▶ _WORK INSTRUCTION_
In the entries that follow, find the line containing "Summarize the content"; from there, copy every line exactly through the line containing "Input: one rendered".

▶ _DATA EXCERPTS_
····················

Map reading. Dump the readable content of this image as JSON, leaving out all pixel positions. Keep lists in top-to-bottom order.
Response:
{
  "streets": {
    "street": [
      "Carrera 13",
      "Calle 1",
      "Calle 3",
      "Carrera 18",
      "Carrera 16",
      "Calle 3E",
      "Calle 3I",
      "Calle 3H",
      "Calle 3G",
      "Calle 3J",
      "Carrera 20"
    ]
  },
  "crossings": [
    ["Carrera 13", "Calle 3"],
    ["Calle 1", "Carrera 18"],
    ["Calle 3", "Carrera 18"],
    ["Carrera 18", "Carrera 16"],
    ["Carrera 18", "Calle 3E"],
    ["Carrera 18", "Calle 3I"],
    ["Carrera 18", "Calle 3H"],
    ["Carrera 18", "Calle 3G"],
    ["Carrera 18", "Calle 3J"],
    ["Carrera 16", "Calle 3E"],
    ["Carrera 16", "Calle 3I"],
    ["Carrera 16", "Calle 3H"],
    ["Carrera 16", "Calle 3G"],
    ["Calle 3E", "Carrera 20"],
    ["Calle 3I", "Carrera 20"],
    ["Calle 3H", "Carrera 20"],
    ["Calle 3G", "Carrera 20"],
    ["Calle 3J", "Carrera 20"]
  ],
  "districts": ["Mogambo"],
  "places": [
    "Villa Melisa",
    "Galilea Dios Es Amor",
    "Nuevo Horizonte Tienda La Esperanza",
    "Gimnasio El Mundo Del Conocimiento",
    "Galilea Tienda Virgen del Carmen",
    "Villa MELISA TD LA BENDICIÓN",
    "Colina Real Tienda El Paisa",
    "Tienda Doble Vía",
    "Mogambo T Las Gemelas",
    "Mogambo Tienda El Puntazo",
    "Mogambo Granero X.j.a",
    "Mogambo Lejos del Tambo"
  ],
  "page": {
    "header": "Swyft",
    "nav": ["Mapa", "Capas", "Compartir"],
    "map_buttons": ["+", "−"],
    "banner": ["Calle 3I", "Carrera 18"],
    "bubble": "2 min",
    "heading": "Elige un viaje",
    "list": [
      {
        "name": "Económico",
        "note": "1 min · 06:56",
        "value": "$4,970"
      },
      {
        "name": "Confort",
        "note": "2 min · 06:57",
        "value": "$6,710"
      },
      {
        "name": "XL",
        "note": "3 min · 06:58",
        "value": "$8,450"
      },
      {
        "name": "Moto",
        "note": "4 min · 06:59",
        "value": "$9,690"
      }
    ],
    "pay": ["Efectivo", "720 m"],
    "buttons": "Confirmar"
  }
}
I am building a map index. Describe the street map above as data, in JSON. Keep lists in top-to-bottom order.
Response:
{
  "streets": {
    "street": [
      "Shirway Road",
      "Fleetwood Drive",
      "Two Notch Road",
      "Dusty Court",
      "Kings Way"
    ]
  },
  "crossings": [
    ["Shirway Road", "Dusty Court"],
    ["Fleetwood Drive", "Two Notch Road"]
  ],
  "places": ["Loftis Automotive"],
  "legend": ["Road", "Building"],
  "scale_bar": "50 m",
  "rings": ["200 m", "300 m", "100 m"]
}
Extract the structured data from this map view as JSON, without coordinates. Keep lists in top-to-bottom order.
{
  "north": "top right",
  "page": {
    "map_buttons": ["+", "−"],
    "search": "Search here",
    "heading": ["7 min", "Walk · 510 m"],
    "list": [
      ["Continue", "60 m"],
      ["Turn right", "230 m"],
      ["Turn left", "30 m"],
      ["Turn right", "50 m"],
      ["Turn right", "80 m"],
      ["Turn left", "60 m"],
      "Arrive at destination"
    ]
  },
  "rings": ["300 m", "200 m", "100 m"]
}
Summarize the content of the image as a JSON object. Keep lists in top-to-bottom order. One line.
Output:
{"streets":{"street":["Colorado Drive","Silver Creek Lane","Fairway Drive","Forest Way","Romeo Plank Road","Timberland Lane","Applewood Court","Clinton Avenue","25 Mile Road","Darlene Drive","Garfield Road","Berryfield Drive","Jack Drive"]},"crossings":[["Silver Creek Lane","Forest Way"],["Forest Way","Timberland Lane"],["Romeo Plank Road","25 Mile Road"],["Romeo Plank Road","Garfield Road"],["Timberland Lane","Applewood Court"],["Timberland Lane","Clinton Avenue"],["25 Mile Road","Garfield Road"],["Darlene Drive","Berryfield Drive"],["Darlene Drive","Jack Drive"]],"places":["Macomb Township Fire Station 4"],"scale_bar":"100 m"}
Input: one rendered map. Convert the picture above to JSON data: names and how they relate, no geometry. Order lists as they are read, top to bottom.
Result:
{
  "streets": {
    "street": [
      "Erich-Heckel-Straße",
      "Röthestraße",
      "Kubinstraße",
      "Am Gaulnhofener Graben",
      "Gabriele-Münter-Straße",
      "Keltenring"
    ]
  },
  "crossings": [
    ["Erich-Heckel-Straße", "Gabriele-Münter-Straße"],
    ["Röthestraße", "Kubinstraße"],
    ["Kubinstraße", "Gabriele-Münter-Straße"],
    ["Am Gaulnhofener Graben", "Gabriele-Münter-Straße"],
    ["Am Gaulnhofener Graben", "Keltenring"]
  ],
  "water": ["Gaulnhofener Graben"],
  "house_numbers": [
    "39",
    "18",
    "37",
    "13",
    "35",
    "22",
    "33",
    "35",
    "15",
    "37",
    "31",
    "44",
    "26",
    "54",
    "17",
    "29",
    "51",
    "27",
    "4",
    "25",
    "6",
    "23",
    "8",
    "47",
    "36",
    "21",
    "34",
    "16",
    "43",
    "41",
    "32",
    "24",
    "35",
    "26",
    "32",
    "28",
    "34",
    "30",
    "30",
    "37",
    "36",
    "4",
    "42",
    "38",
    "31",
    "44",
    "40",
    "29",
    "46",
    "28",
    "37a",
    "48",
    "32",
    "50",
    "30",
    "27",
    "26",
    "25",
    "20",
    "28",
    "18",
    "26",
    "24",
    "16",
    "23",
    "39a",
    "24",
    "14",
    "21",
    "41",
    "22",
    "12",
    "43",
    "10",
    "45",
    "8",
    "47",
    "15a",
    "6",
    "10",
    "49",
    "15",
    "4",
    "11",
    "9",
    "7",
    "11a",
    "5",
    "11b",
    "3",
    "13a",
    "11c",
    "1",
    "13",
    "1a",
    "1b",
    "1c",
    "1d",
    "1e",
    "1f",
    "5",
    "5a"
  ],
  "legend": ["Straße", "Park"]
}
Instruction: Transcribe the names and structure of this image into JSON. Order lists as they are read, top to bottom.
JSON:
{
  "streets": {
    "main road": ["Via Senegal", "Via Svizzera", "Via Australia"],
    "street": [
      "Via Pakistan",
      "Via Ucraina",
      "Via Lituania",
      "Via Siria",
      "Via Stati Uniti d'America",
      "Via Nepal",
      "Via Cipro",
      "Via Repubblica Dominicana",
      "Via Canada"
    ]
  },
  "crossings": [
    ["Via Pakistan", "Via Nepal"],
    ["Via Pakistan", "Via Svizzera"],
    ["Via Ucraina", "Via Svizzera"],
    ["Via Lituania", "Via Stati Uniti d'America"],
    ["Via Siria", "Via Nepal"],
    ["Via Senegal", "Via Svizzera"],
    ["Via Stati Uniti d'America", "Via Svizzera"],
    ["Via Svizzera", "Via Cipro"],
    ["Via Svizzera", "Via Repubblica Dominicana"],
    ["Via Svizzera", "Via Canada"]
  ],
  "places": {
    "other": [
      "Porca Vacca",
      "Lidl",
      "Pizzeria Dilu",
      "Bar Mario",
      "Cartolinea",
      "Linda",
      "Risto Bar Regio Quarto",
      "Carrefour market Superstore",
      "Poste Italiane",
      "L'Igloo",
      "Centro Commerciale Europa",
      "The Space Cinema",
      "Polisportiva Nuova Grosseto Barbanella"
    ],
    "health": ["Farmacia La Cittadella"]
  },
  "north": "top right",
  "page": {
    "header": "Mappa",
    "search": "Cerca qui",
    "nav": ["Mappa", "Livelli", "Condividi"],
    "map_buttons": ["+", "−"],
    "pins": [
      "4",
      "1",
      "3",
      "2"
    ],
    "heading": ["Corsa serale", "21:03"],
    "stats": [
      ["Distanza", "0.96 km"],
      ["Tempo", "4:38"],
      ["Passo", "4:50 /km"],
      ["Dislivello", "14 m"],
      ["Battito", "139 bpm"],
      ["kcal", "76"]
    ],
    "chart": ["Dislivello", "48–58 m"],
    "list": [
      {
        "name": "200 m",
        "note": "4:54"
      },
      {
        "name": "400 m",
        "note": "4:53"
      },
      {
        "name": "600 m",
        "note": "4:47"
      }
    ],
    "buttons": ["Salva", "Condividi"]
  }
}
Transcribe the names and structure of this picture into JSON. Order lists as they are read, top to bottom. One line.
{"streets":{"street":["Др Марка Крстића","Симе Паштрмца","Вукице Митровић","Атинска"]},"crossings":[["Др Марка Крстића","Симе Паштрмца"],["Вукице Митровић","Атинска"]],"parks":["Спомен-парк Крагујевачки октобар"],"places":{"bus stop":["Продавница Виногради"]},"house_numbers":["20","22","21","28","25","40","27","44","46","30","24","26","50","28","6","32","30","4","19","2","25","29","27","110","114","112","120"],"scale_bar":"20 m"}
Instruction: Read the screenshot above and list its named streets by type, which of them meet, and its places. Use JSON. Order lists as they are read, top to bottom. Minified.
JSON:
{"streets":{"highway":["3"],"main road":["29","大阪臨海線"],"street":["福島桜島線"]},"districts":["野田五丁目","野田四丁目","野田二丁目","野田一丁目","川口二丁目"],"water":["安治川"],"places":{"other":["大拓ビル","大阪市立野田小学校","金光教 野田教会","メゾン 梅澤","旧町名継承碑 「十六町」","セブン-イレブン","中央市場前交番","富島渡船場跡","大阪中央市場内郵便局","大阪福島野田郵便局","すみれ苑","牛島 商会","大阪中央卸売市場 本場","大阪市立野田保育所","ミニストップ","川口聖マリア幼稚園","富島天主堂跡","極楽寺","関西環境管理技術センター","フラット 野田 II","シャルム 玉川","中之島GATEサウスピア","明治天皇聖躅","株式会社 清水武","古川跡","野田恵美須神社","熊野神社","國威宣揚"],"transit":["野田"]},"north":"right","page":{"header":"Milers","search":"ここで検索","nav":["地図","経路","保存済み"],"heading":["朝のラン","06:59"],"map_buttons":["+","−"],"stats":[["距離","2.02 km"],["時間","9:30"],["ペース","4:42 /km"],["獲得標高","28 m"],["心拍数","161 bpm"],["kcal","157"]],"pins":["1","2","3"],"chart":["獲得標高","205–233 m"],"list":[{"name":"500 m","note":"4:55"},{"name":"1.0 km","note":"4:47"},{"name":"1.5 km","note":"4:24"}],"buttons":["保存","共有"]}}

····················

▶ _ANSWER TO THIS TASK_
Summarize the content of the image as a JSON object. Keep lists in top-to-bottom order. One line.
Output:
{"streets":{"street":["Colorado Drive","Silver Creek Lane","Fairway Drive","Forest Way","Romeo Plank Road","Timberland Lane","Applewood Court","Clinton Avenue","25 Mile Road","Darlene Drive","Garfield Road","Berryfield Drive","Jack Drive"]},"crossings":[["Silver Creek Lane","Forest Way"],["Forest Way","Timberland Lane"],["Romeo Plank Road","25 Mile Road"],["Romeo Plank Road","Garfield Road"],["Timberland Lane","Applewood Court"],["Timberland Lane","Clinton Avenue"],["25 Mile Road","Garfield Road"],["Darlene Drive","Berryfield Drive"],["Darlene Drive","Jack Drive"]],"places":["Macomb Township Fire Station 4"],"scale_bar":"100 m"}
Input: one rendered map. Convert the picture above to JSON data: names and how they relate, no geometry. Order lists as they are read, top to bottom.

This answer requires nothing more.